## Task brief:
What lines in the records below contain the string "Câmara"? Copy every one.

## Dataset content:

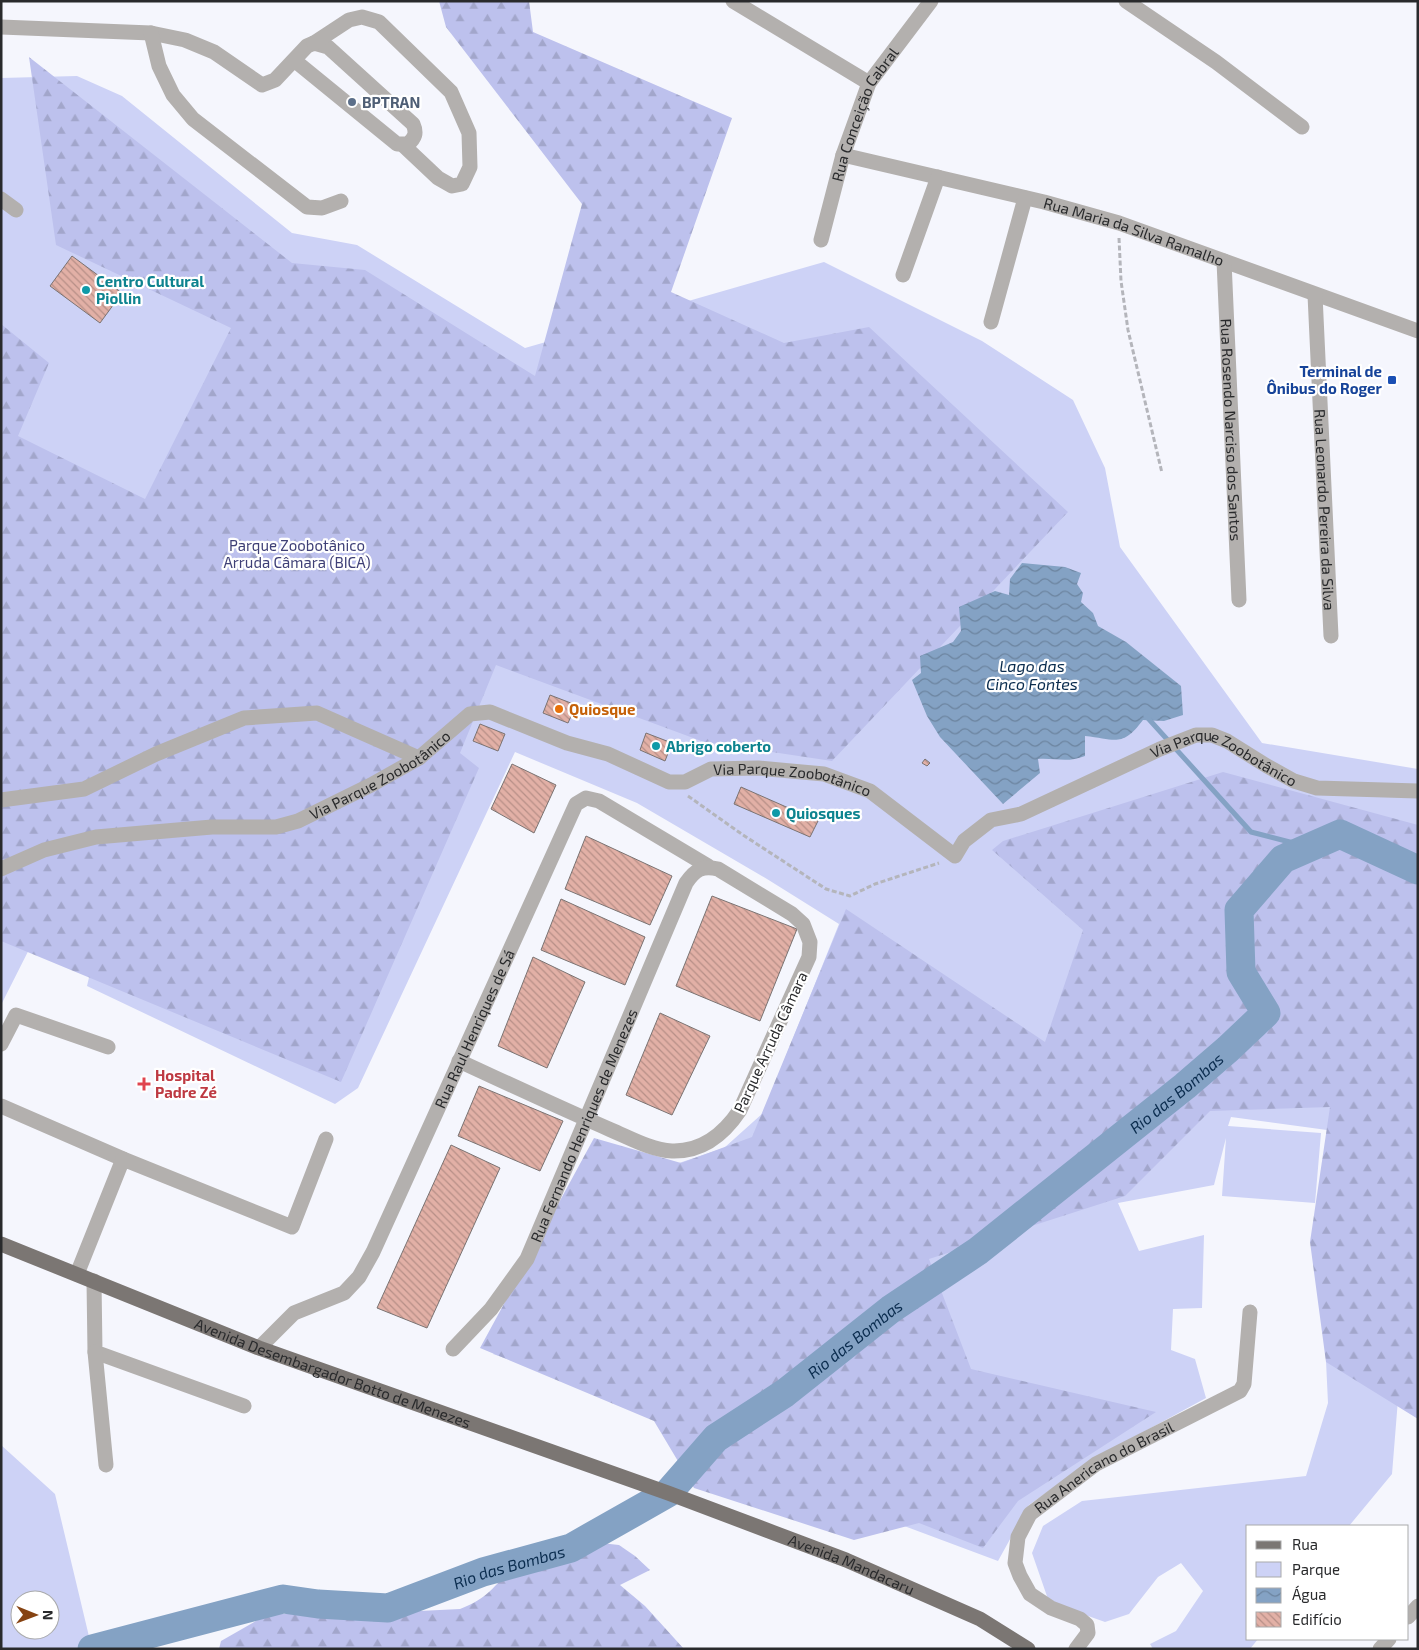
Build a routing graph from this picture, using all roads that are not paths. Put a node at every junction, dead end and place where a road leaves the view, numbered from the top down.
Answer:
1 (733, 1) edge
2 (931, 1) edge
3 (1126, 1) edge
4 (1, 28) edge
5 (151, 32) junction
6 (314, 43) junction
7 (294, 60) junction
8 (869, 83) junction
9 (1302, 127) dead end
10 (403, 145) junction
11 (843, 155) junction
12 (938, 177) junction
13 (1026, 198) junction
14 (1, 200) edge
15 (341, 201) dead end
16 (16, 210) dead end
17 (821, 240) dead end
18 (1224, 261) junction
19 (903, 275) dead end
20 (1315, 295) junction
21 (991, 322) dead end
22 (1418, 331) edge
23 (1239, 600) dead end
24 (1331, 636) dead end
25 (419, 758) junction
26 (1418, 791) edge
27 (1, 800) edge
28 (708, 866) junction
29 (1, 869) edge
30 (1, 1044) edge
31 (108, 1047) dead end
32 (459, 1061) junction
33 (1, 1106) edge
34 (586, 1119) junction
35 (326, 1139) dead end
36 (123, 1159) junction
37 (1, 1244) edge
38 (77, 1274) junction
39 (94, 1281) junction
40 (1250, 1312) dead end
41 (259, 1348) junction
42 (453, 1348) dead end
43 (95, 1352) junction
44 (244, 1406) dead end
45 (106, 1465) dead end
46 (668, 1493) joint
47 (1418, 1606) edge
48 (1409, 1616) edge
49 (1028, 1649) edge
50 (1076, 1649) edge

1 - 8 street
2 - 8 street, Rua Conceição Cabral
3 - 9 street
4 - 5 street
5 - 7 street
5 - 15 street
6 - 7 street
6 - 10 street
6 - 10 street
7 - 10 street
8 - 11 street, Rua Conceição Cabral
11 - 12 street, Rua Maria da Silva Ramalho
11 - 17 street, Rua Conceição Cabral
12 - 13 street, Rua Maria da Silva Ramalho
12 - 19 street
13 - 18 street, Rua Maria da Silva Ramalho
13 - 21 street
14 - 16 street
18 - 20 street, Rua Maria da Silva Ramalho
18 - 23 street, Rua Rosendo Narciso dos Santos
20 - 22 street, Rua Maria da Silva Ramalho
20 - 24 street, Rua Leonardo Pereira da Silva
25 - 26 street, Via Parque Zoobotânico
25 - 27 street
25 - 29 street, Via Parque Zoobotânico
28 - 32 street, Rua Raul Henriques de Sá
28 - 34 street, Rua Fernando Henriques de Menezes
28 - 34 street, Parque Arruda Câmara
30 - 31 street
32 - 34 street, Parque Arruda Câmara
32 - 41 street, Rua Raul Henriques de Sá
33 - 36 street
34 - 42 street, Rua Fernando Henriques de Menezes
35 - 36 street
36 - 38 street
37 - 38 main road, Avenida Desembargador Botto de Menezes
38 - 39 main road, Avenida Desembargador Botto de Menezes
39 - 41 main road, Avenida Desembargador Botto de Menezes
39 - 43 street
40 - 50 street, Rua Anericano do Brasil
41 - 46 main road, Avenida Desembargador Botto de Menezes
43 - 44 street
43 - 45 street
46 - 49 main road, Avenida Mandacaru
47 - 48 street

## Answer to this exercise:
28 - 34 street, Parque Arruda Câmara
32 - 34 street, Parque Arruda Câmara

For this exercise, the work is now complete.